Now the system of microtransactions have been in video-games since the dawn of DLC and its use has been a common complaint by gamer and parent alike. It has served as a barrier to additional content, but it is a business practice that people have grown accustomed to. In fact, looking at the current prices of video games hasn't budged an inch when it really should; Extra Credit, a channel on Youtube, explains this dilemma in a much more elegant way.

However, loot boxes, this new microtransaction on the shelf, has introduced another hurdle to customers: chance. The randomization of what a paying customer would receive entices buyers similar to how gamblers go to a casino.

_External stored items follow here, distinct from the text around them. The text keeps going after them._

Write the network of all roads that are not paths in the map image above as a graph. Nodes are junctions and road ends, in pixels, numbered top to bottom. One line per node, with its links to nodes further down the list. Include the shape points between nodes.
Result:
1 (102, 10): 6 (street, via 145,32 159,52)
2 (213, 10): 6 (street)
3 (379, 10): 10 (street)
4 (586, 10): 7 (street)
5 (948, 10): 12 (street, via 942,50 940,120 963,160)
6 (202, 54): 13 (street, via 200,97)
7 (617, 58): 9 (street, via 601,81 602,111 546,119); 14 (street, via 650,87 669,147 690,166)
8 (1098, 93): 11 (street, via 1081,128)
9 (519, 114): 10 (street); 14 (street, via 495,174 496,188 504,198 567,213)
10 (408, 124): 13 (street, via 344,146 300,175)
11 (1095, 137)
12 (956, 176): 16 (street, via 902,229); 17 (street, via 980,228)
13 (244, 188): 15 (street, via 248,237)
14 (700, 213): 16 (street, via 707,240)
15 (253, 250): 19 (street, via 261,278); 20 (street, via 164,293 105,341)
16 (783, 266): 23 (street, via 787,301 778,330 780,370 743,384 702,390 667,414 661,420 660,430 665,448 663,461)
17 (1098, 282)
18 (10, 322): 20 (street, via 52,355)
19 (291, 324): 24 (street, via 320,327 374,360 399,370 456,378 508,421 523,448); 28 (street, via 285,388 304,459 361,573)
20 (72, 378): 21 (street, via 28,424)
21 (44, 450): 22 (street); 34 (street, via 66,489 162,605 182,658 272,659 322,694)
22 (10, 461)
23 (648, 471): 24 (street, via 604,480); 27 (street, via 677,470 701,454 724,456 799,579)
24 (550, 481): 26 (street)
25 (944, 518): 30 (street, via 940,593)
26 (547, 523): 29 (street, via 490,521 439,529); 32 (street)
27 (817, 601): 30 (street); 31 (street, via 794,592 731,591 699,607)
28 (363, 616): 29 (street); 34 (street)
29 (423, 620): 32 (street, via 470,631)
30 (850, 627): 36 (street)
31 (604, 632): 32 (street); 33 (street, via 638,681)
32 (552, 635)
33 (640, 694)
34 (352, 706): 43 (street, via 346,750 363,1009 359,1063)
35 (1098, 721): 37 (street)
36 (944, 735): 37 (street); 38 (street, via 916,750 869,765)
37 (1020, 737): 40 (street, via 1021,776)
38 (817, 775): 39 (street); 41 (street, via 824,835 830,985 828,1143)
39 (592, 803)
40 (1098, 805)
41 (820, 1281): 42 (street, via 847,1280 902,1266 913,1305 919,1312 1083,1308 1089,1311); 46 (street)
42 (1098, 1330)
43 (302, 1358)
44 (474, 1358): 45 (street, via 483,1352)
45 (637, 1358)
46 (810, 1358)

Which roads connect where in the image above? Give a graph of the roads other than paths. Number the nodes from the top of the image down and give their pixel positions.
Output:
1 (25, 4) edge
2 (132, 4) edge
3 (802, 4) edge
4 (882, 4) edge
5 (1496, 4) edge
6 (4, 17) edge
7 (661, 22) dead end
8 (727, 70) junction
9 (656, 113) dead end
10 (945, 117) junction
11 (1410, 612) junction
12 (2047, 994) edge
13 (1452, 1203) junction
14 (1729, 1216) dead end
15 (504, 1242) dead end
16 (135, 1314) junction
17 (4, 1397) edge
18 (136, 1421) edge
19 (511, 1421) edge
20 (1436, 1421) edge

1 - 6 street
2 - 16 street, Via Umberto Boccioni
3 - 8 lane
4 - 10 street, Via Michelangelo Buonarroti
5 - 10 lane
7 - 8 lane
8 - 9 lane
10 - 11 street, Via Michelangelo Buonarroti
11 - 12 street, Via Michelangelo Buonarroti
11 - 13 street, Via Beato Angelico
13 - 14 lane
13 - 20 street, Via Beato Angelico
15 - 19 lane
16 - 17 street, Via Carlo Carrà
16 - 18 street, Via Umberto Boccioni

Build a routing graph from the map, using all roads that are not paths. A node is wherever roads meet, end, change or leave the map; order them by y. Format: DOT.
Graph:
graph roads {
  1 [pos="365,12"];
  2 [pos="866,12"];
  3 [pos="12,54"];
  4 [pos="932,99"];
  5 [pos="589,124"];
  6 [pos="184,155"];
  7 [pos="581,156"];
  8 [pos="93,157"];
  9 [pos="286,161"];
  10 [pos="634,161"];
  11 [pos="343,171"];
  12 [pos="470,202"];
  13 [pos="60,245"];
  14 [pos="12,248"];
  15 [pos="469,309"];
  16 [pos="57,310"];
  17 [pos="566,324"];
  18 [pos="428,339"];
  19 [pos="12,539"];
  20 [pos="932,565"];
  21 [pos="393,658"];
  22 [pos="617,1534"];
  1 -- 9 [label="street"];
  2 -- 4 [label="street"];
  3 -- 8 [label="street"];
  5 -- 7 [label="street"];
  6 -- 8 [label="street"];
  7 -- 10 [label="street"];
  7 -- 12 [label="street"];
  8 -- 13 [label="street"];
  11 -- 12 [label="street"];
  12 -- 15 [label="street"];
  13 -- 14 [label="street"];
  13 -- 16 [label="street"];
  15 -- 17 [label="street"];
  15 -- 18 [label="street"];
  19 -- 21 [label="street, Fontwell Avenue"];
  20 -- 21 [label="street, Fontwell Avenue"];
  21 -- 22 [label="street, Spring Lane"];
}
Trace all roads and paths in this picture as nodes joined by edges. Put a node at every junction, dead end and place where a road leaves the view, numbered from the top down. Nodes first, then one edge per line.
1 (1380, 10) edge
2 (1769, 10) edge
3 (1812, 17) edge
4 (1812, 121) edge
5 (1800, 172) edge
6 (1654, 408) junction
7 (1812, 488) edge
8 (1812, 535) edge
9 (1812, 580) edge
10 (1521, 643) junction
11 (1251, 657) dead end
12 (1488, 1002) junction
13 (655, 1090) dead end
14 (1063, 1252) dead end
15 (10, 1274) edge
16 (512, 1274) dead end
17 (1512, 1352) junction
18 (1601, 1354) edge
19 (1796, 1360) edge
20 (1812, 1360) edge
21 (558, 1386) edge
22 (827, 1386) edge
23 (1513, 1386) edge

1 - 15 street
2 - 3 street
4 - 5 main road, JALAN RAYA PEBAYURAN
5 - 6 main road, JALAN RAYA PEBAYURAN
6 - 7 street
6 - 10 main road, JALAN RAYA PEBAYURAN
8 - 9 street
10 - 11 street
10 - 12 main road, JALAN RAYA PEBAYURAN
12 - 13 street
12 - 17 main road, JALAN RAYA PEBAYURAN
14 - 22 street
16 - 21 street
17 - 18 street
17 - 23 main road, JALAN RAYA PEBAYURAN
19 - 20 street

Recently, the eerie similarity between the two, especially when people under the legal gambling age can buy these items, has become a topic of debate as to the legality of the situation. Politicians like Chris Lee have quickly come to this (either as a result of easy votes or genuine care) as a topic of urgency and has made attempts to resolve the difficulties by placing those games under gambling laws, thereby restricting them to adults.

This comes with difficulties on its own but raises more questions. If this set of rules is implemented, would the owners under the legal age be committing felonies? Would this be regulated per state then? How badly would this hemorrhage video game sales for the companies?

This leaves a lot of room for discussion going into this, but this was a just a basic run down of the topic. This would affect a large majority of people, and many more than just the customers; I just hope awareness of this topic is more well-known when this evolves into a discussion point for the nation as a whole.